U.S. companies that had been unsure of how to calculate a new tax on profits they’ve stashed offshore now have official answers.
The Internal Revenue Service issued proposed regulations on Wednesday on Section 965, governing the so-called repatriation tax, detailing which corporate taxpayers are subject to the tax, which assets are on the hook and how to pay in installments. It also specifies strategies that it would target for multinationals that tried to reduce their offshore tax bills in anticipation of the new law. Some of the proposals reflect guidance the IRS had given to corporate taxpayers in press releases earlier this year.

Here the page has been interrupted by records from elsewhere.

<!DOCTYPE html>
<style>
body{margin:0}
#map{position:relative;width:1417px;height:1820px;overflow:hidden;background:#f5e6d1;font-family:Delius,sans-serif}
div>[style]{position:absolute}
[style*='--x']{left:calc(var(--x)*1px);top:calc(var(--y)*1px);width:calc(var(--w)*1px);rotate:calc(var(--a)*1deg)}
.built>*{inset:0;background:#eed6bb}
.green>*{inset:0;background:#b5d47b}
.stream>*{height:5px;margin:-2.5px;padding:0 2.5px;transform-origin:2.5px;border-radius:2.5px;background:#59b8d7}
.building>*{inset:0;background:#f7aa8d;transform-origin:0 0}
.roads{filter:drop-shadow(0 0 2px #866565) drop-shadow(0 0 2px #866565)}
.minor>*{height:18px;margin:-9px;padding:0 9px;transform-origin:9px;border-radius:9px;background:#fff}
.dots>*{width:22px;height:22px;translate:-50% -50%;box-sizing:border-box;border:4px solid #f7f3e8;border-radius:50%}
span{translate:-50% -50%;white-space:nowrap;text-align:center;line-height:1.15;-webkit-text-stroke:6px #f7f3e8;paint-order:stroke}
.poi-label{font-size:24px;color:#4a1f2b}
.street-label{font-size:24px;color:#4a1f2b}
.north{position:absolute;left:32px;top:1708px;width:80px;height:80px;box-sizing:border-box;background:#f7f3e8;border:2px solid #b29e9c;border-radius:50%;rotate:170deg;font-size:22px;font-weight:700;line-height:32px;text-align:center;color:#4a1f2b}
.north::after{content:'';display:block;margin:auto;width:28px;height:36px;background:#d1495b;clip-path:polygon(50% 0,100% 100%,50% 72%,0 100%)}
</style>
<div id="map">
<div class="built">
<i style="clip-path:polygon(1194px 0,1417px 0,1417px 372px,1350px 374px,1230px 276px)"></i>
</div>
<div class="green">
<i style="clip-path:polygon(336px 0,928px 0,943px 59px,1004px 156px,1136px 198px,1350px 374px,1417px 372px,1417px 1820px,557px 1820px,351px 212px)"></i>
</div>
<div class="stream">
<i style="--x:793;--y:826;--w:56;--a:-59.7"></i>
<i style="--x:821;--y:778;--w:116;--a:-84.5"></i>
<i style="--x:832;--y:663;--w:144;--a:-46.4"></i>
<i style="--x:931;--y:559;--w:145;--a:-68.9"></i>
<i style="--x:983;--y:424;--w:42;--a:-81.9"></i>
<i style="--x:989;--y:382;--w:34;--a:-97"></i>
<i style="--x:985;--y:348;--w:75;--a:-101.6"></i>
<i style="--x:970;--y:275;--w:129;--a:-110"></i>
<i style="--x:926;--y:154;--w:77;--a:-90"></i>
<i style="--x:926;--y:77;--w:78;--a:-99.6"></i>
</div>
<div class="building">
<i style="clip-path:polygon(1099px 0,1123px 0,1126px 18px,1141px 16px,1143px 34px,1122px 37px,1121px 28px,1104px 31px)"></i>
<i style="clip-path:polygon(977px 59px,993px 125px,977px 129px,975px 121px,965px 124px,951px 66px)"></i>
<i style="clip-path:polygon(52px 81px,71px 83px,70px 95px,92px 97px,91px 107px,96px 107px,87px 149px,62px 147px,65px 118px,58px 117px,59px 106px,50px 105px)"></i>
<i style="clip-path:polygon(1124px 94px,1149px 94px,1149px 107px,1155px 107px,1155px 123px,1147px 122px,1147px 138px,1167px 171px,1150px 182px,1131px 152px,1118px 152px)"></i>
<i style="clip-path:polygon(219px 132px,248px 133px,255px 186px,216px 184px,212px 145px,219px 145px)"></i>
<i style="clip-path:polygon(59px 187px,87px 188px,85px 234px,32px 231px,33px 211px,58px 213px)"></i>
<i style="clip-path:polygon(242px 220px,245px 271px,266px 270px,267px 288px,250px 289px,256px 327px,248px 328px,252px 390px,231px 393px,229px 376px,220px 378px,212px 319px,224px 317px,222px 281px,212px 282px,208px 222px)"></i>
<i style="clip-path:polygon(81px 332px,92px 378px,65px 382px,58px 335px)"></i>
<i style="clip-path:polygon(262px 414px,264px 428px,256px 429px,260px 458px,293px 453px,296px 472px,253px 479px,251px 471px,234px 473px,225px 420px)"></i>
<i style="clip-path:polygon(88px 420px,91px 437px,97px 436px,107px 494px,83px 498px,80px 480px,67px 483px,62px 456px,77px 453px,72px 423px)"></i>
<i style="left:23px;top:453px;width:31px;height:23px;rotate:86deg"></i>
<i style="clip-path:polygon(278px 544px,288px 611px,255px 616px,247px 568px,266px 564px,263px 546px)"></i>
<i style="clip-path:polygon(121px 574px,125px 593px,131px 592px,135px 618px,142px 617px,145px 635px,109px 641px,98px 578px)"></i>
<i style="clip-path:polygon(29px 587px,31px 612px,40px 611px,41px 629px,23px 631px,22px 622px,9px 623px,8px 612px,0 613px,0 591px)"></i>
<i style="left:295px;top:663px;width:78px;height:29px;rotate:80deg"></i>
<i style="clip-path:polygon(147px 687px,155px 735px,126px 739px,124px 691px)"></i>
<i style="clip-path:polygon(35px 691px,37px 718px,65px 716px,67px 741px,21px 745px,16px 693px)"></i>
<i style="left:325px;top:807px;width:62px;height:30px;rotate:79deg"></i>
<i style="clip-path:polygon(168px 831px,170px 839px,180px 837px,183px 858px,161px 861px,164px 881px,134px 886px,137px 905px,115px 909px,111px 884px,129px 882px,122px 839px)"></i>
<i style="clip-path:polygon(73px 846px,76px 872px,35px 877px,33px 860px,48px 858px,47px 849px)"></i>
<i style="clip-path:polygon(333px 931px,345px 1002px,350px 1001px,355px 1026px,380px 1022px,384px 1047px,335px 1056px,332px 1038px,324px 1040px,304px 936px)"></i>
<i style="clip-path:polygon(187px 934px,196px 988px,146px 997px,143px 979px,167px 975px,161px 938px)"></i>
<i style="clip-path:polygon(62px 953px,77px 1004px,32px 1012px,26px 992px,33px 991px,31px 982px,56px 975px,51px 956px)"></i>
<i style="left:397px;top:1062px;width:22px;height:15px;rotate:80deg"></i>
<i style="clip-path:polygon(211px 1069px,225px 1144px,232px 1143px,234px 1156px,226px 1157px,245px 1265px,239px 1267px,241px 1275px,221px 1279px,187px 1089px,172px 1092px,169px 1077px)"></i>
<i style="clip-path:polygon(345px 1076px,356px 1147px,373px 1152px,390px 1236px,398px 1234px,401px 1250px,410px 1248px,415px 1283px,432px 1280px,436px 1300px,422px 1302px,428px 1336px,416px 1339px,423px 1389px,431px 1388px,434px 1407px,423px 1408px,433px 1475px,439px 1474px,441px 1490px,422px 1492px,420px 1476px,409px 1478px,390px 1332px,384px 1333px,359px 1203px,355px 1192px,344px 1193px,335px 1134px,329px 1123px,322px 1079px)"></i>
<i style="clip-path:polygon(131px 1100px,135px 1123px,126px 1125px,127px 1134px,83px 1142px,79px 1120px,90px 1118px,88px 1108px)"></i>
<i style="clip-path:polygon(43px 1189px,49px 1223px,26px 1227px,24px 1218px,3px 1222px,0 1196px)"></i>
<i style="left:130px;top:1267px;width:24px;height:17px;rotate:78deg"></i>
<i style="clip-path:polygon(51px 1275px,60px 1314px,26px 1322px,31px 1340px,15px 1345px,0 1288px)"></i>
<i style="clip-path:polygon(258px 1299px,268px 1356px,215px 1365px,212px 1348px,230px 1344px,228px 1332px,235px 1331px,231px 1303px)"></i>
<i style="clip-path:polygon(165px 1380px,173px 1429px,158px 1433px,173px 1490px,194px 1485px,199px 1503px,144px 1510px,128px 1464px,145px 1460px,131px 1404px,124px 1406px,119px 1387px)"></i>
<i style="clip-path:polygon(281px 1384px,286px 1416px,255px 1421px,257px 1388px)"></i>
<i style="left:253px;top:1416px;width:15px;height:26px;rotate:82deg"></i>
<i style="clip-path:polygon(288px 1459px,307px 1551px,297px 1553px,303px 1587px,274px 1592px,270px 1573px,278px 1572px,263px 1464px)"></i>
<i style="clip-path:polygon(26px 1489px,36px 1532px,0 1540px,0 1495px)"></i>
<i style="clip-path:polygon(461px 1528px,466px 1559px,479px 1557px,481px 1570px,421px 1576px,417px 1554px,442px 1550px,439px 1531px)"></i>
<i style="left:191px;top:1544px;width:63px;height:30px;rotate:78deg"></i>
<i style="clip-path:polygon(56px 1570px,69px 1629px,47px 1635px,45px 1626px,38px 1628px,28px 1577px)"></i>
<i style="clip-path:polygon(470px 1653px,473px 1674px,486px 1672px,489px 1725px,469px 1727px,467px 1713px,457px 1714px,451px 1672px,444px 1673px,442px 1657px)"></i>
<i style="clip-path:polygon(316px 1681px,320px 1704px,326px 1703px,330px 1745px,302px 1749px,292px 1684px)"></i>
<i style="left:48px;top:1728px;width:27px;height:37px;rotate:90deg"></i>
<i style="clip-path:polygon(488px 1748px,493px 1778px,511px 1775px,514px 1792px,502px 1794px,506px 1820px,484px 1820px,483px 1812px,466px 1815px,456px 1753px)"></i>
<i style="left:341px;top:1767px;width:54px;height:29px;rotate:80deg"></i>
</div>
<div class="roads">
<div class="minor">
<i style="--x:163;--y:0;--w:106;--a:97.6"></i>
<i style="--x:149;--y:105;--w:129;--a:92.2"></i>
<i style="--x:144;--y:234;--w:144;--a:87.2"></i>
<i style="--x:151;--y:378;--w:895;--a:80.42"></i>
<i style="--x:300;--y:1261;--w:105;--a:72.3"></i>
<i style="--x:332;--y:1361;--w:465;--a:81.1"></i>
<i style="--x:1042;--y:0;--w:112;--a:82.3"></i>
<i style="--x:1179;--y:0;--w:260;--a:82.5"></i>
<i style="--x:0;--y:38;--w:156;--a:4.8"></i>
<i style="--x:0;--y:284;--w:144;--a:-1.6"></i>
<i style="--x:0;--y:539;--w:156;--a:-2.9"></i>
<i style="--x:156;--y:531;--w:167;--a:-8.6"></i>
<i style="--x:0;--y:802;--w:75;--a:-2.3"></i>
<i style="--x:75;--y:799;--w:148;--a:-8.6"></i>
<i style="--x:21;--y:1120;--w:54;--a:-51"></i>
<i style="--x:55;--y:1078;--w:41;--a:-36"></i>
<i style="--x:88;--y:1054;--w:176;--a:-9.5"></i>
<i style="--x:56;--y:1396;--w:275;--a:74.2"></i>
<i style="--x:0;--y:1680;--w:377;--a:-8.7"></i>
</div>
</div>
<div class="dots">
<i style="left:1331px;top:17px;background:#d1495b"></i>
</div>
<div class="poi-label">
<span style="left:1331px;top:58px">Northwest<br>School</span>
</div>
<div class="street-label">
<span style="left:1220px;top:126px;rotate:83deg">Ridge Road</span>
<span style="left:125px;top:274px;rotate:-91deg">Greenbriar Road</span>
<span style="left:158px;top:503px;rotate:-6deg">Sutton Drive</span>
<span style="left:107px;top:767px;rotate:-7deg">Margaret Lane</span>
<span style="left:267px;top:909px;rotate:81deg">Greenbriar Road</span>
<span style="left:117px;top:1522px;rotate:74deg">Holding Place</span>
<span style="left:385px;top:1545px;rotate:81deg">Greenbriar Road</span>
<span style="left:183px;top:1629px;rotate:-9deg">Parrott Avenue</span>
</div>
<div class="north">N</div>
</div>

The Tax Cuts and Jobs Act requires U.S.-based companies to pay tax on the estimated $3 trillion they’ve stashed abroad since 1986. The new rules set a one-time rate of 15.5 percent on cash and 8 percent on non-cash or illiquid assets. Payments can be made over eight years. Previously, companies had to pay the old 35 percent corporate rate, but only if they brought the money back to the U.S.
The IRS has highlighted repatriation as an area ripe for abuse and said in July it plans to focus audits of large multinationals on how they tally their income and classify assets as cash or non-cash.
One of the proposed regulations says the IRS will ignore transactions after Nov. 2, 2017 — the date the House introduced its first tax overhaul draft — that lower a company’s foreign earnings. Those are viewed as tax avoidance strategies, the rules said.
The law had appeared to make more foreign entities owned by multinationals subject to the repatriation tax, but in April the agency said that taxpayers that own less than 5 percent of a foreign entity’s capital or profits won’t be hit by the repatriation tax. Wednesday’s regulations confirm that.
The congressional scorekeeper, the Joint Committee on Taxation, estimates the repatriation levy will generate $338.8 billion in tax revenue over 10 years. Trump has said, without specifying his source for the information, that he expects $4 trillion to return to the U.S.
Taxpayers are still awaiting more details from the IRS on two other international taxes — the Gilti, or global intangible low-tax income, and BEAT, the base erosion and anti-abuse tax. Those proposed regulations are expected later this year.